IMG/VR: a database of cultured and uncultured DNA Viruses and retroviruses.

  • Author(s): Paez-Espino, David
  • Chen, I-Min A
  • Palaniappan, Krishna
  • Ratner, Anna
  • Chu, Ken
  • Szeto, Ernest
  • Pillay, Manoj
  • Huang, Jinghua
  • Markowitz, Victor M
  • Nielsen, Torben
  • Huntemann, Marcel
  • K Reddy, TB
  • Pavlopoulos, Georgios A
  • Sullivan, Matthew B
  • Campbell, Barbara J
  • Chen, Feng
  • McMahon, Katherine
  • Hallam, Steve J
  • Denef, Vincent
  • Cavicchioli, Ricardo
  • Caffrey, Sean M
  • Streit, Wolfgang R
  • Webster, John
  • Handley, Kim M
  • Salekdeh, Ghasem H
  • Tsesmetzis, Nicolas
  • Setubal, Joao C
  • Pope, Phillip B
  • Liu, Wen-Tso
  • Rivers, Adam R
  • Ivanova, Natalia N
  • Kyrpides, Nikos C
  • et al.

Viruses represent the most abundant life forms on the planet.

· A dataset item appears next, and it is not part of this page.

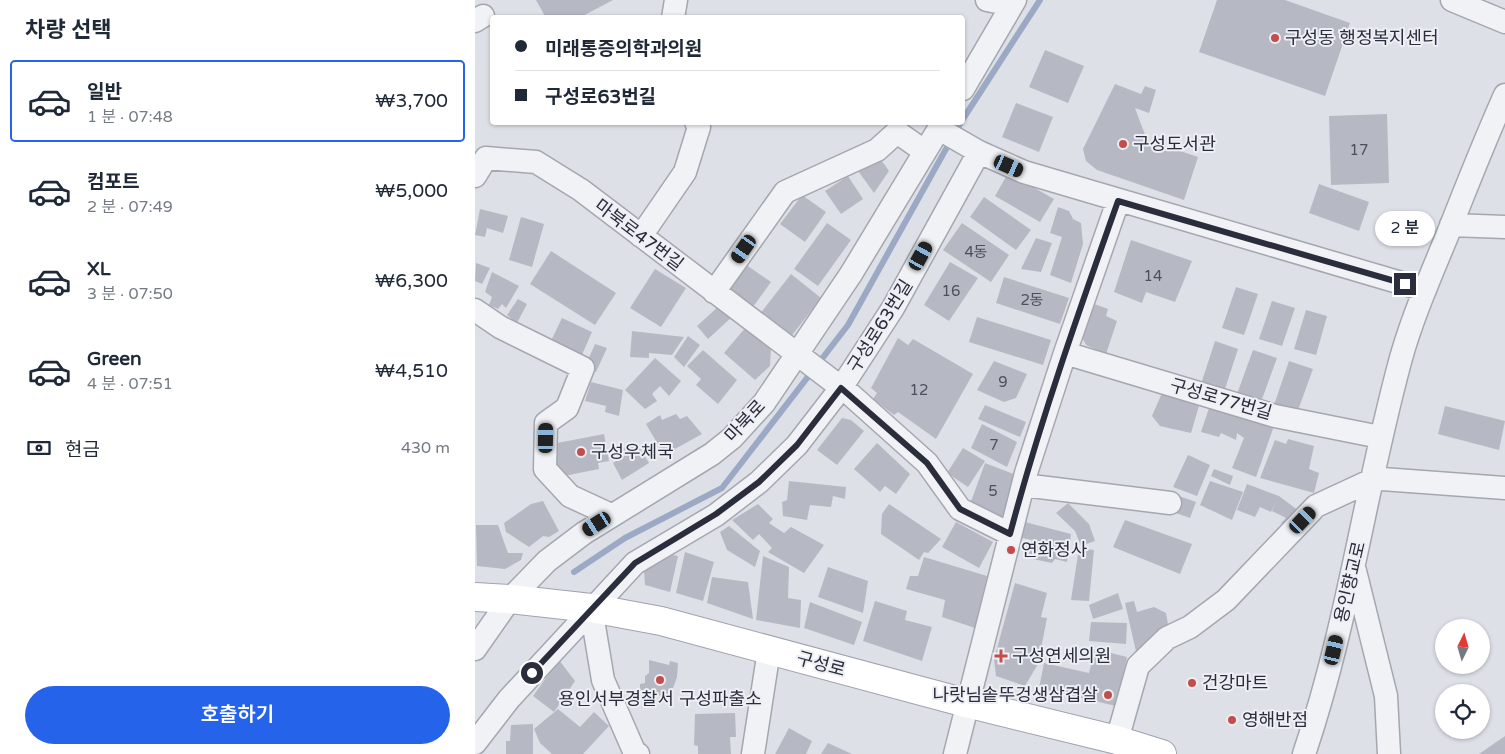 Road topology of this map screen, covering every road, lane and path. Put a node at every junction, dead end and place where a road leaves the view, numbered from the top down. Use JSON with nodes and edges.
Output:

Recent experimental and computational improvements have led to a dramatic increase in the number of viral genome sequences identified primarily from metagenomic samples. As a result of the expanding catalog of metagenomic viral sequences, there exists a need for a comprehensive computational platform integrating all these sequences with associated metadata and analytical tools. Here we present IMG/VR (, the largest publicly available database of 3908 isolate reference DNA viruses with 264 413 computationally identified viral contigs from >6000 ecologically diverse metagenomic samples. Approximately half of the viral contigs are grouped into genetically distinct quasi-species clusters. Microbial hosts are predicted for 20 000 viral sequences, revealing nine microbial phyla previously unreported to be infected by viruses. Viral sequences can be queried using a variety of associated metadata, including habitat type and geographic location of the samples, or taxonomic classification according to hallmark viral genes. IMG/VR has a user-friendly interface that allows users to interrogate all integrated data and interact by comparing with external sequences, thus serving as an essential resource in the viral genomics community.